[Collected data entries]
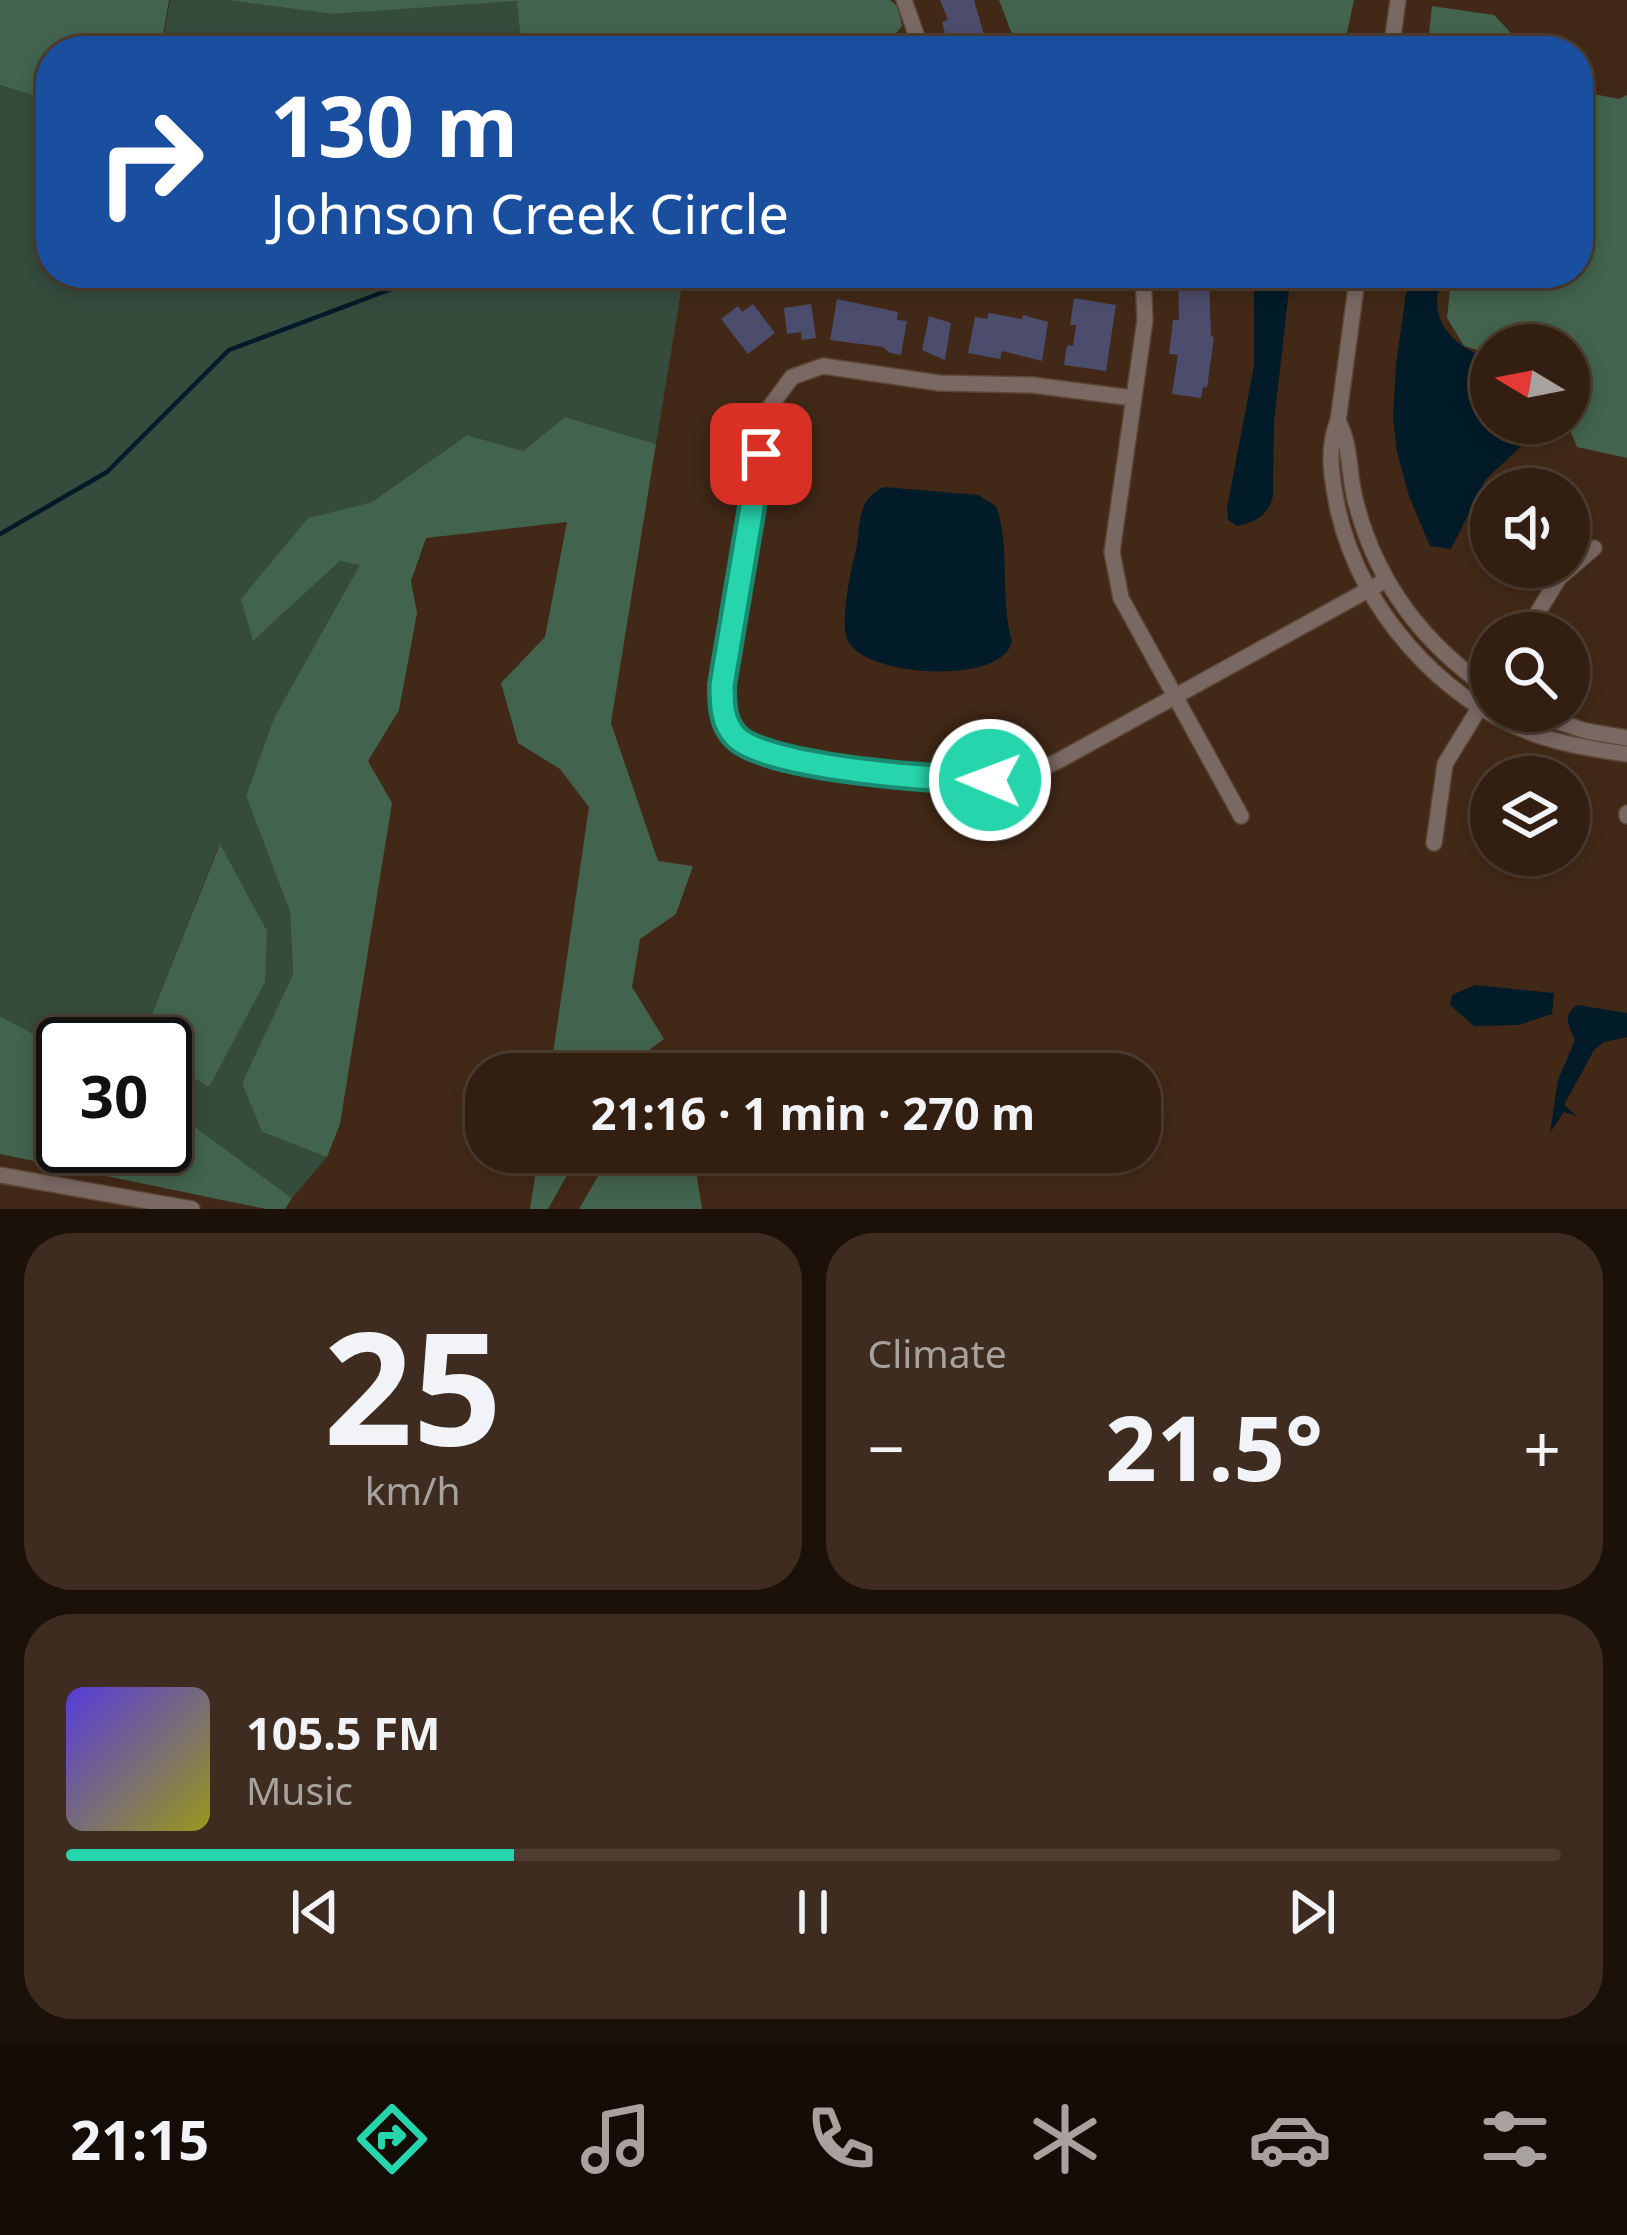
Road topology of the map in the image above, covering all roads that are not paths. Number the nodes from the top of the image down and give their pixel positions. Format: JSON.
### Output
{"nodes":[{"id":1,"x":904,"y":0,"type":"edge"},
{"id":2,"x":1398,"y":0,"type":"edge"},
{"id":3,"x":917,"y":36,"type":"edge"},
{"id":4,"x":1393,"y":36,"type":"edge"},
{"id":5,"x":1144,"y":288,"type":"edge"},
{"id":6,"x":1356,"y":288,"type":"edge"},
{"id":7,"x":1133,"y":398,"type":"junction"},
{"id":8,"x":1338,"y":421,"type":"junction"},
{"id":9,"x":1594,"y":548,"type":"dead end"},
{"id":10,"x":1386,"y":580,"type":"junction"},
{"id":11,"x":1369,"y":589,"type":"junction"},
{"id":12,"x":1539,"y":612,"type":"edge"},
{"id":13,"x":1470,"y":673,"type":"edge"},
{"id":14,"x":1175,"y":695,"type":"junction"},
{"id":15,"x":1470,"y":696,"type":"edge"},
{"id":16,"x":1470,"y":723,"type":"edge"},
{"id":17,"x":1532,"y":732,"type":"edge"},
{"id":18,"x":1590,"y":732,"type":"edge"},
{"id":19,"x":1627,"y":738,"type":"edge"},
{"id":20,"x":1627,"y":754,"type":"edge"},
{"id":21,"x":1241,"y":816,"type":"dead end"},
{"id":22,"x":1434,"y":843,"type":"dead end"},
{"id":23,"x":0,"y":1174,"type":"edge"},
{"id":24,"x":193,"y":1209,"type":"edge"}],
"edges":[{"from":1,"to":3,"type":"street"},
{"from":2,"to":4,"type":"street"},
{"from":5,"to":7,"type":"street"},
{"from":6,"to":8,"type":"street"},
{"from":7,"to":14,"type":"street"},
{"from":7,"to":14,"type":"street"},
{"from":8,"to":10,"type":"street"},
{"from":8,"to":11,"type":"street"},
{"from":9,"to":12,"type":"street"},
{"from":10,"to":11,"type":"street"},
{"from":10,"to":13,"type":"street"},
{"from":11,"to":14,"type":"street"},
{"from":11,"to":15,"type":"street"},
{"from":14,"to":21,"type":"street"},
{"from":16,"to":22,"type":"street"},
{"from":17,"to":20,"type":"street"},
{"from":18,"to":19,"type":"street"},
{"from":23,"to":24,"type":"street"}]}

Directions for this task - Among the lines above, show every one that contains the string "dead".

Task result -
{"id":9,"x":1594,"y":548,"type":"dead end"},
{"id":21,"x":1241,"y":816,"type":"dead end"},
{"id":22,"x":1434,"y":843,"type":"dead end"},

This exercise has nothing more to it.